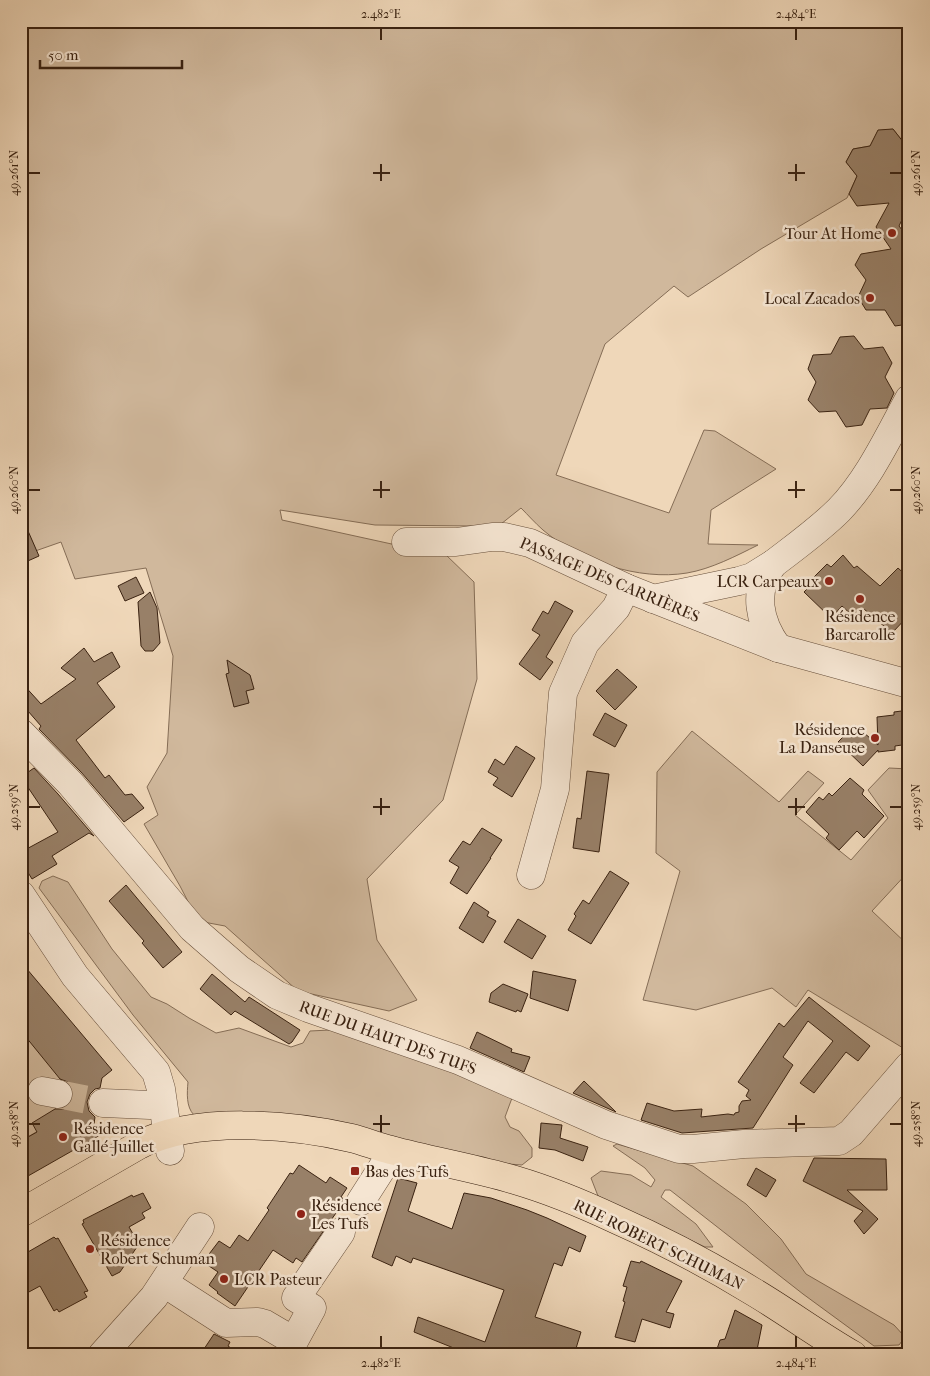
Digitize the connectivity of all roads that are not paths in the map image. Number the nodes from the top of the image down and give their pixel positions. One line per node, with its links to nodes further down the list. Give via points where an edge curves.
1 (909, 399): 3 (street, via 851,496)
2 (406, 542): 4 (street, PASSAGE DES CARRIÈRES, via 456,542 492,537 518,539)
3 (773, 564): 5 (street, via 745,579); 6 (street, via 764,577 760,608 766,628)
4 (626, 588): 5 (street, PASSAGE DES CARRIÈRES); 9 (street, via 616,608 585,643 562,693 555,790)
5 (653, 599): 6 (street, PASSAGE DES CARRIÈRES)
6 (778, 648): 7 (street, PASSAGE DES CARRIÈRES)
7 (909, 684)
8 (21, 733): 11 (street, RUE DU HAUT DES TUFS, via 70,783 192,928 218,952 278,995 458,1060 626,1132 685,1150 832,1142 851,1133)
9 (531, 875)
10 (21, 895): 14 (street, via 74,976 152,1066 159,1079)
11 (909, 1066)
12 (103, 1103): 13 (street)
13 (150, 1105)
14 (168, 1142): 15 (main road, RUE ROBERT SCHUMAN, via 192,1146 237,1143); 17 (main road, RUE ROBERT SCHUMAN, via 139,1145); 19 (main road, RUE ROBERT SCHUMAN, via 133,1166)
15 (393, 1150): 16 (street); 23 (main road, RUE ROBERT SCHUMAN, via 517,1181 614,1219 740,1283)
16 (361, 1201)
17 (21, 1213)
18 (200, 1227): 21 (street)
19 (21, 1230)
20 (341, 1232): 21 (street, via 296,1298 312,1308 294,1341 258,1322 226,1323)
21 (164, 1283): 22 (street)
22 (102, 1355)
23 (853, 1355)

•••••

● **Work required**: Write out each line of the data exactly; the images should be left out.

● **Solution to this task**:
Digitize the connectivity of all roads that are not paths in the map image. Number the nodes from the top of the image down and give their pixel positions. One line per node, with its links to nodes further down the list. Give via points where an edge curves.
1 (909, 399): 3 (street, via 851,496)
2 (406, 542): 4 (street, PASSAGE DES CARRIÈRES, via 456,542 492,537 518,539)
3 (773, 564): 5 (street, via 745,579); 6 (street, via 764,577 760,608 766,628)
4 (626, 588): 5 (street, PASSAGE DES CARRIÈRES); 9 (street, via 616,608 585,643 562,693 555,790)
5 (653, 599): 6 (street, PASSAGE DES CARRIÈRES)
6 (778, 648): 7 (street, PASSAGE DES CARRIÈRES)
7 (909, 684)
8 (21, 733): 11 (street, RUE DU HAUT DES TUFS, via 70,783 192,928 218,952 278,995 458,1060 626,1132 685,1150 832,1142 851,1133)
9 (531, 875)
10 (21, 895): 14 (street, via 74,976 152,1066 159,1079)
11 (909, 1066)
12 (103, 1103): 13 (street)
13 (150, 1105)
14 (168, 1142): 15 (main road, RUE ROBERT SCHUMAN, via 192,1146 237,1143); 17 (main road, RUE ROBERT SCHUMAN, via 139,1145); 19 (main road, RUE ROBERT SCHUMAN, via 133,1166)
15 (393, 1150): 16 (street); 23 (main road, RUE ROBERT SCHUMAN, via 517,1181 614,1219 740,1283)
16 (361, 1201)
17 (21, 1213)
18 (200, 1227): 21 (street)
19 (21, 1230)
20 (341, 1232): 21 (street, via 296,1298 312,1308 294,1341 258,1322 226,1323)
21 (164, 1283): 22 (street)
22 (102, 1355)
23 (853, 1355)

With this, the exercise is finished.